Sebil, Selçuklular
ve Osmanlılar zamanında işlek yollar üzerinde
gelip
geçenlerin su ihtiyacını karşılamak amacıyla yapılan binalardır.
Bir
hayır kurumu niteliği taşıyan sebiller, cami, mescit ve türbelerin
yanında devlet büyükleri veya zenginler tarafından yaptırılırdı.
Sebiller
yapı olarak, yerden bir metre kadar yükseklikte mermerle
kaplı
bir duvarın üzerine tunçtan yapılmış parmaklıklar ve bunun
üzerini
kapatan genişçe bir çatıdan oluşur. İsteyenlere su vermek
için
içerisinde daima bir görevli bulunurdu.
1912
yılı vakıf sayımlarına göre İzmir'de 24 adet sebil bulunmaktaydı.
İzmir'in
Osmanlı dönemi mimarisine örnek olacak bu sebillerden
sadece 4 tanesi günümüze kadar ulaşmıştır.Bu 4 sebilin
tamamı
Kemeraltı civarında bulunuyor.
Kemeraltı
Cami yanı Sinanzade Sebili: Kemeraltı caddesi üze-
rinde
bulunan bu sebil, Kemeraltı camisinin hemen yan tarafında
yer
alır. Kitabesinin incelenmesinde 18.yy da
cami inşaatının bitmesinden
hemen sonra yapıldığı anlaşılmakta. Birkaç kez restorasyon
görmesi sayesinde günümüze kadar ulaşabildi.
Kestelli
caddesinde Katipoğlu Sebili : Şimdiki İzmir Hükümet
Konağı
binasının ilk sahibi olan ve 18.yy da İzmir'de yaşamış ünlü
ve
zengin ailelerden olan Katipoğlu ailesi tarafından yaptırılmıştır.
(Konak
semti ismini bu ailenin konağından almıştır.)
Dönertaş
Sebili : Anafartalar caddesi üzerinde 945 sokağın köşesinde
bulunur. Köşesindeki sütunun dönmesinden dolayı dönertaş
sebili olarak bilinir. İzmirin tanınmış kişilerinden olan Osmanzade
İsmail Rahmi Efendi tarafından 1814 yılında yaptırılmıştır.
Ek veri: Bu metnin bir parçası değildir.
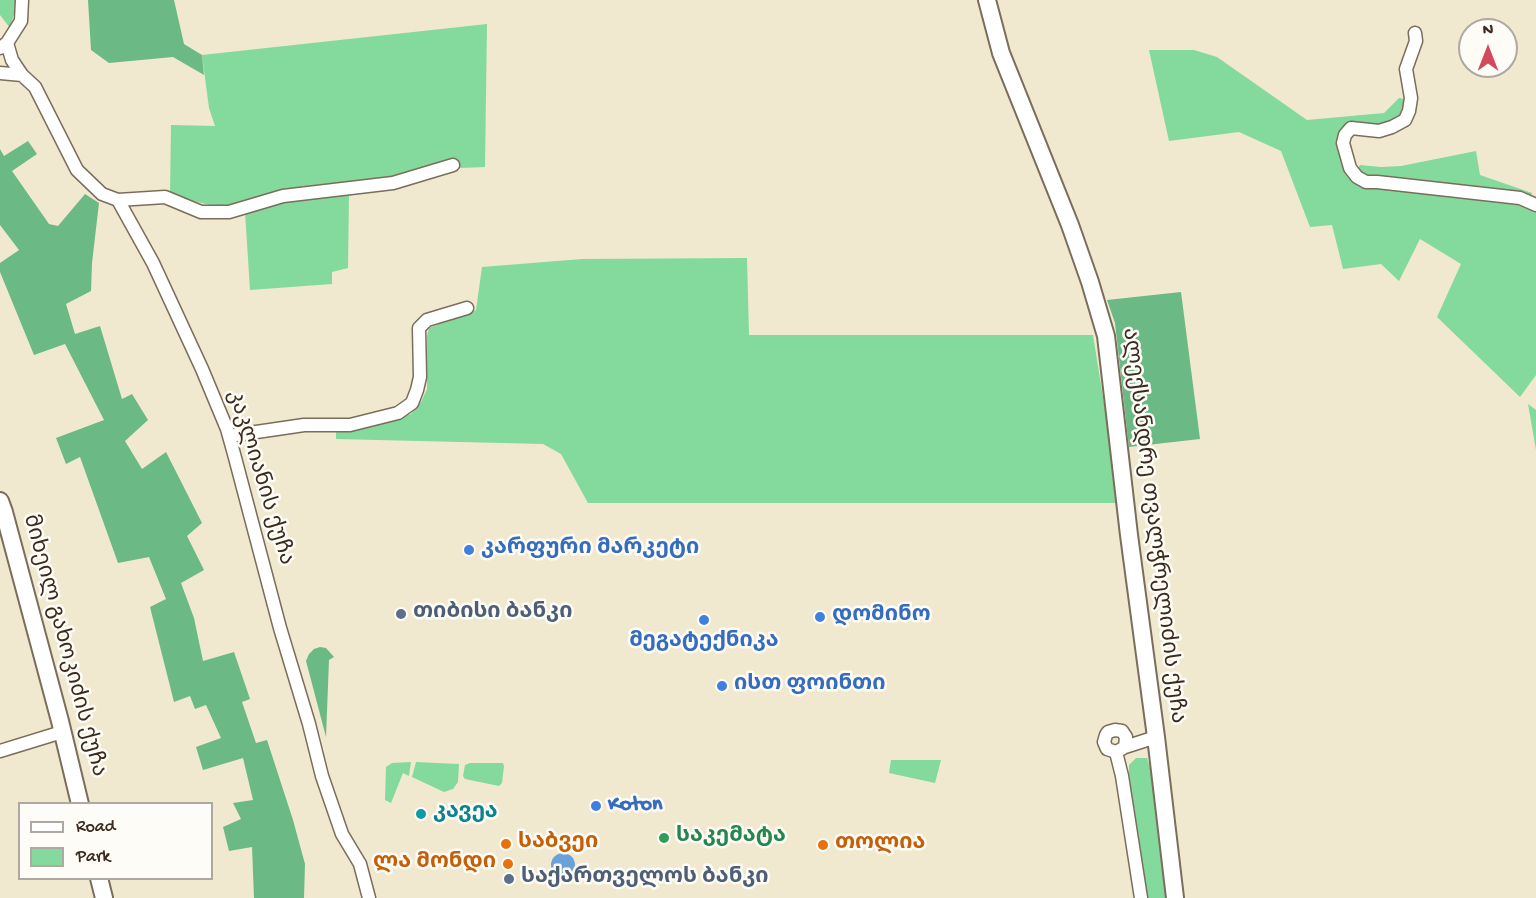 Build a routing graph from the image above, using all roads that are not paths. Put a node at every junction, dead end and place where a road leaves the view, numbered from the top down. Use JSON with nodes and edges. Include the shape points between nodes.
{"nodes":[{"id":1,"x":22,"y":0,"type":"edge"},
{"id":2,"x":987,"y":0,"type":"edge"},
{"id":3,"x":1415,"y":33,"type":"dead end"},
{"id":4,"x":4,"y":46,"type":"edge"},
{"id":5,"x":0,"y":73,"type":"edge"},
{"id":6,"x":22,"y":75,"type":"junction"},
{"id":7,"x":453,"y":165,"type":"dead end"},
{"id":8,"x":118,"y":200,"type":"junction"},
{"id":9,"x":1536,"y":205,"type":"edge"},
{"id":10,"x":467,"y":308,"type":"dead end"},
{"id":11,"x":229,"y":436,"type":"junction"},
{"id":12,"x":0,"y":501,"type":"edge"},
{"id":13,"x":63,"y":732,"type":"junction"},
{"id":14,"x":1124,"y":733,"type":"junction"},
{"id":15,"x":1156,"y":737,"type":"junction"},
{"id":16,"x":1121,"y":750,"type":"junction"},
{"id":17,"x":0,"y":751,"type":"edge"},
{"id":18,"x":80,"y":802,"type":"edge"},
{"id":19,"x":99,"y":880,"type":"edge"},
{"id":20,"x":104,"y":898,"type":"edge"},
{"id":21,"x":369,"y":898,"type":"edge"},
{"id":22,"x":1141,"y":898,"type":"edge"},
{"id":23,"x":1176,"y":898,"type":"edge"}],
"edges":[{"from":1,"to":4,"type":"street","via":[[21,21]]},
{"from":2,"to":15,"type":"street","name":"ალექსანდრე თვალჭრელიძის ქუჩა","via":[[1001,53],[1070,225],[1106,336]]},
{"from":3,"to":9,"type":"street","via":[[1406,69],[1411,98],[1405,120],[1379,131],[1351,128],[1343,144],[1350,168],[1366,182],[1520,198]]},
{"from":4,"to":6,"type":"street"},
{"from":5,"to":6,"type":"street"},
{"from":6,"to":8,"type":"street","via":[[34,87],[77,170],[102,194]]},
{"from":7,"to":8,"type":"street","via":[[393,183],[283,196],[229,212],[201,212],[165,197]]},
{"from":8,"to":11,"type":"street","name":"კაკლიანის ქუჩა","via":[[153,263]]},
{"from":10,"to":11,"type":"street","via":[[426,320],[419,328],[417,390],[412,403],[398,412],[350,425],[304,425]]},
{"from":11,"to":21,"type":"street","name":"კაკლიანის ქუჩა","via":[[322,776],[342,834],[360,864]]},
{"from":12,"to":13,"type":"street","name":"მიხეილ გახოკიძის ქუჩა"},
{"from":13,"to":17,"type":"street"},
{"from":13,"to":18,"type":"street","name":"მიხეილ გახოკიძის ქუჩა"},
{"from":14,"to":15,"type":"street"},
{"from":14,"to":16,"type":"street","via":[[1127,741]]},
{"from":14,"to":16,"type":"street","via":[[1111,730],[1104,739],[1107,749]]},
{"from":15,"to":16,"type":"street"},
{"from":15,"to":23,"type":"street","name":"ალექსანდრე თვალჭრელიძის ქუჩა"},
{"from":16,"to":22,"type":"street"},
{"from":19,"to":20,"type":"street"}]} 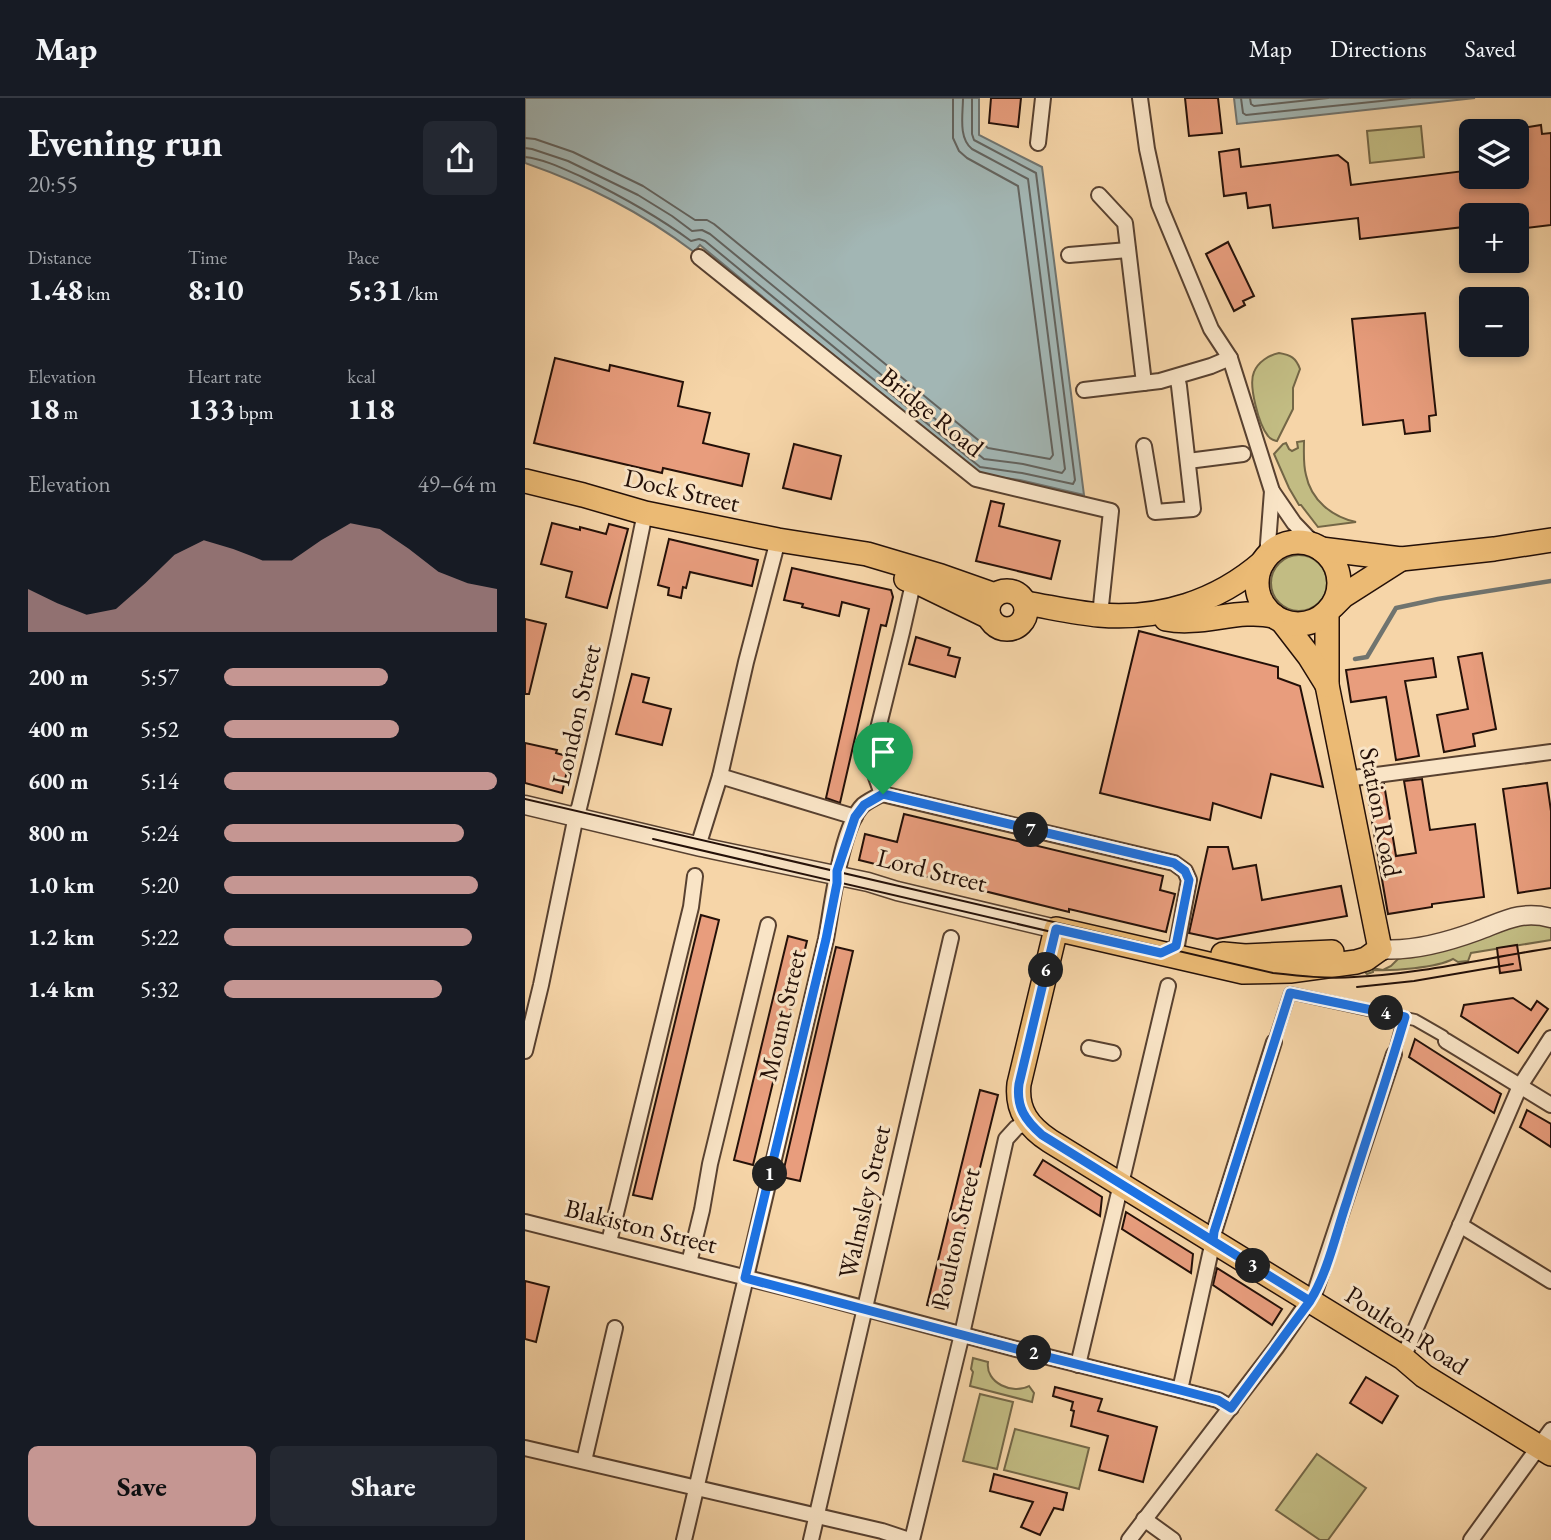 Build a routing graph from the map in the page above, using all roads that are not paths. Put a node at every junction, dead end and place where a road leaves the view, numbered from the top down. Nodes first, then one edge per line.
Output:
1 (1043, 98) edge
2 (1140, 98) edge
3 (1038, 143) dead end
4 (1100, 195) dead end
5 (1128, 250) junction
6 (1069, 255) dead end
7 (699, 257) dead end
8 (1230, 358) junction
9 (1177, 377) junction
10 (1144, 383) junction
11 (1084, 390) dead end
12 (1145, 446) dead end
13 (1243, 454) dead end
14 (1188, 461) junction
15 (525, 481) edge
16 (1272, 491) junction
17 (645, 513) junction
18 (778, 540) junction
19 (1551, 540) edge
20 (1318, 547) junction
21 (1265, 559) junction
22 (1401, 559) junction
23 (915, 574) junction
24 (992, 606) junction
25 (1330, 609) junction
26 (1023, 612) junction
27 (1090, 613) junction
28 (1146, 615) junction
29 (1278, 618) junction
30 (1327, 685) junction
31 (1551, 752) edge
32 (720, 776) junction
33 (1346, 779) junction
34 (883, 794) junction
35 (525, 805) edge
36 (855, 817) junction
37 (576, 818) junction
38 (701, 847) junction
39 (695, 876) dead end
40 (837, 876) junction
41 (1551, 918) edge
42 (768, 925) dead end
43 (1056, 929) junction
44 (951, 938) dead end
45 (1380, 949) junction
46 (1171, 952) junction
47 (1168, 986) dead end
48 (1405, 1017) junction
49 (1551, 1038) edge
50 (1446, 1041) joint
51 (1273, 1042) joint
52 (1089, 1048) dead end
53 (525, 1051) edge
54 (1113, 1053) dead end
55 (1394, 1054) joint
56 (1520, 1086) junction
57 (1551, 1105) edge
58 (1025, 1117) junction
59 (1121, 1184) junction
60 (525, 1222) edge
61 (1460, 1225) junction
62 (1213, 1241) junction
63 (609, 1242) junction
64 (689, 1263) junction
65 (745, 1278) junction
66 (1551, 1281) edge
67 (1310, 1301) junction
68 (865, 1309) junction
69 (615, 1328) dead end
70 (962, 1334) junction
71 (1403, 1358) junction
72 (1078, 1365) junction
73 (1180, 1390) junction
74 (1231, 1408) junction
75 (1547, 1444) edge
76 (525, 1448) edge
77 (584, 1461) junction
78 (696, 1488) junction
79 (817, 1517) junction
80 (1144, 1519) junction
81 (684, 1540) edge
82 (811, 1540) edge
83 (910, 1540) edge
84 (1129, 1540) edge
85 (1173, 1540) edge
86 (1471, 1540) edge

1 - 3 street
2 - 8 street
4 - 5 street
5 - 6 street
5 - 10 street
7 - 27 street, Bridge Road
8 - 9 street
8 - 16 street
9 - 10 street
9 - 14 street
10 - 11 street
12 - 14 street
13 - 14 street
15 - 17 main road, Dock Street
16 - 20 street
16 - 21 street
17 - 18 main road, Dock Street
17 - 37 street, London Street
18 - 23 main road, Dock Street
18 - 32 street
19 - 22 main road
20 - 21 main road
20 - 22 main road
20 - 25 main road
21 - 28 main road
21 - 29 main road
22 - 25 main road
23 - 24 main road, Dock Street
23 - 34 street
24 - 26 main road
24 - 26 main road
25 - 29 main road
25 - 30 main road, Station Road
26 - 27 main road
27 - 28 main road
28 - 29 main road
29 - 30 main road, Station Road
30 - 33 main road, Station Road
31 - 33 street
32 - 36 street
32 - 38 street
33 - 45 main road, Station Road
34 - 36 street
34 - 46 street
35 - 37 street, Lord Street
36 - 40 street, Mount Street
37 - 38 street, Lord Street
37 - 53 street, London Street
38 - 40 street, Lord Street
39 - 63 street
40 - 43 street, Lord Street
40 - 65 street, Mount Street
41 - 45 street
42 - 64 street
43 - 46 main road, Lord Street
43 - 58 main road
44 - 68 street, Walmsley Street
45 - 46 main road, Lord Street
47 - 59 street
48 - 50 street
48 - 51 street
48 - 55 street
49 - 56 street
50 - 56 street
51 - 62 street
52 - 54 street
55 - 67 street
56 - 57 street
56 - 61 street
58 - 59 main road, Poulton Road
58 - 70 street, Poulton Street
59 - 62 main road, Poulton Road
59 - 72 street
60 - 63 street, Blakiston Street
61 - 66 street
61 - 71 street
62 - 67 main road, Poulton Road
62 - 73 street
63 - 64 street, Blakiston Street
64 - 65 street, Blakiston Street
65 - 68 street, Blakiston Street
65 - 78 street, Mount Street
67 - 71 main road, Poulton Road
67 - 74 street
68 - 70 street, Blakiston Street
68 - 79 street, Walmsley Street
69 - 77 street
70 - 72 street, Blakiston Street
70 - 83 street, Poulton Street
71 - 75 main road, Poulton Road
72 - 73 street, Blakiston Street
73 - 74 street, Blakiston Street
74 - 80 street
75 - 86 street
76 - 77 street
77 - 78 street
78 - 79 street
78 - 81 street, Mount Street
79 - 82 street, Walmsley Street
79 - 83 street
80 - 84 street
80 - 85 street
Anafartalar caddesine ve yanındaki sokağa bakan 2 adet
penceresi
ve aynı sokaktan sebile giriş için bir kapısı vardır.
Klasik
sebil mimarisinin en güzel örneklerinden olan bu yapının oldukça
geniş
olan çatısı tamamen kiremit ile kaplıdır. Mermerlerinin
üstü çiçek, manzara ve
hat bezemelerle güzelleştirilmiştir.
Çakaloğlu
Hanı Sebili ve Çeşmesi : Kemeraltı'ndaki Halimağa
çarşısının
başlangıcında bulunan Çakaloğlu Hanının giriş kapısının
sağ
tarafındaki sebil ile sol kısmında bulunan eski bir çeşmedir.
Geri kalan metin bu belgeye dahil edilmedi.